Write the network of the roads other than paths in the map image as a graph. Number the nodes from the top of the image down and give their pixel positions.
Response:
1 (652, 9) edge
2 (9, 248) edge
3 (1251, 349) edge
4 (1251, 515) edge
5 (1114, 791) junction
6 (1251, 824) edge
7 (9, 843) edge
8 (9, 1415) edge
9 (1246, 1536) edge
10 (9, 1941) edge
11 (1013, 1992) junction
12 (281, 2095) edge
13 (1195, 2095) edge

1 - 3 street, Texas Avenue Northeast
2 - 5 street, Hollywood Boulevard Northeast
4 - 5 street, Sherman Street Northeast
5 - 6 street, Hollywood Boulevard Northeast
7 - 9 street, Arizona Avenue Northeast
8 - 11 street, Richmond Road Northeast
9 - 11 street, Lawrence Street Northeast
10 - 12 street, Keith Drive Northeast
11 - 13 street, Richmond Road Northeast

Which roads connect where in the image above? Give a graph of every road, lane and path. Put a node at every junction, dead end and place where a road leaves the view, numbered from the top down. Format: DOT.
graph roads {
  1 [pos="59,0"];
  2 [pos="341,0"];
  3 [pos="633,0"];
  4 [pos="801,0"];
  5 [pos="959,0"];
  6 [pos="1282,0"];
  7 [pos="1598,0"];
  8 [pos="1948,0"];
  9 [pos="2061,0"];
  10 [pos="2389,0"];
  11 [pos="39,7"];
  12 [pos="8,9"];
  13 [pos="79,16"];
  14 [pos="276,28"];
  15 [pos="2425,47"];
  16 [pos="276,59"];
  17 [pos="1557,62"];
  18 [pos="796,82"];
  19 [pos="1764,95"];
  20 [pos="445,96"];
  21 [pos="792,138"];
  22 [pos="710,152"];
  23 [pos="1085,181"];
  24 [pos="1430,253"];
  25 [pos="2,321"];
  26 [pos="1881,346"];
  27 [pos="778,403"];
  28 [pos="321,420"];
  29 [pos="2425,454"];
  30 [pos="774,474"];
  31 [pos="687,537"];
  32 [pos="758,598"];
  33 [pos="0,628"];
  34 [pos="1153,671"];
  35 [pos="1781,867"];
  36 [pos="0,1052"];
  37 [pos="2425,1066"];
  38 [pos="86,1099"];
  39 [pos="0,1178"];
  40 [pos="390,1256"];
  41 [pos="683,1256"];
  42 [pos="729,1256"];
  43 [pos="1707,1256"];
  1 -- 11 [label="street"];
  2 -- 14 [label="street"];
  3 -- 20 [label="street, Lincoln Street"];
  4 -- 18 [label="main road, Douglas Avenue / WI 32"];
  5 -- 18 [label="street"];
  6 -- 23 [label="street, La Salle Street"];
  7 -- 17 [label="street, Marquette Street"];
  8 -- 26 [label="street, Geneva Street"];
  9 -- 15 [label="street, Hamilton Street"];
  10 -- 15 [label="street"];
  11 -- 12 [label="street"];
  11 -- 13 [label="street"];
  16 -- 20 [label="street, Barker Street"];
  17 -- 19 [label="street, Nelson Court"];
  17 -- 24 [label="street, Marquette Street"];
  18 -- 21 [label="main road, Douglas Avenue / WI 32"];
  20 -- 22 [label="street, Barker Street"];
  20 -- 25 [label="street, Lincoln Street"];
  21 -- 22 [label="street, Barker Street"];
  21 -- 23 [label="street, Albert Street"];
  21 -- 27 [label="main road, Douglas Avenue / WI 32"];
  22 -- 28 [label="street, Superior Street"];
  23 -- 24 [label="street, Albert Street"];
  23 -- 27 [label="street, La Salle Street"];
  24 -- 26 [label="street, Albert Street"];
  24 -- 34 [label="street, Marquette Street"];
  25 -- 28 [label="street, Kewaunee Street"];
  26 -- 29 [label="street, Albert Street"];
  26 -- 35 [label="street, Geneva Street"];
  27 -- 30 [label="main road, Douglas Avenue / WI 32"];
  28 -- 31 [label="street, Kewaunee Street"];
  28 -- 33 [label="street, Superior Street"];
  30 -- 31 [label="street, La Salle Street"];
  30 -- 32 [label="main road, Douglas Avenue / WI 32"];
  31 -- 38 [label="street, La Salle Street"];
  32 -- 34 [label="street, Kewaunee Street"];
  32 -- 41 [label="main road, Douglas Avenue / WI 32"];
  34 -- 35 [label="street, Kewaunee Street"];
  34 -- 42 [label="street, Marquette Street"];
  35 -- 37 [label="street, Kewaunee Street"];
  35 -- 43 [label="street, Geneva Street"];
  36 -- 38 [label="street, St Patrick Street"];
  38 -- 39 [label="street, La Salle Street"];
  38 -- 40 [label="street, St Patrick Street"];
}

+ + + + + + +

Task: Among the lines of the data above, find those with the word "graph" and show them.

Answer:
Write the network of the roads other than paths in the map image as a graph. Number the nodes from the top of the image down and give their pixel positions.
Which roads connect where in the image above? Give a graph of every road, lane and path. Put a node at every junction, dead end and place where a road leaves the view, numbered from the top down. Format: DOT.
graph roads {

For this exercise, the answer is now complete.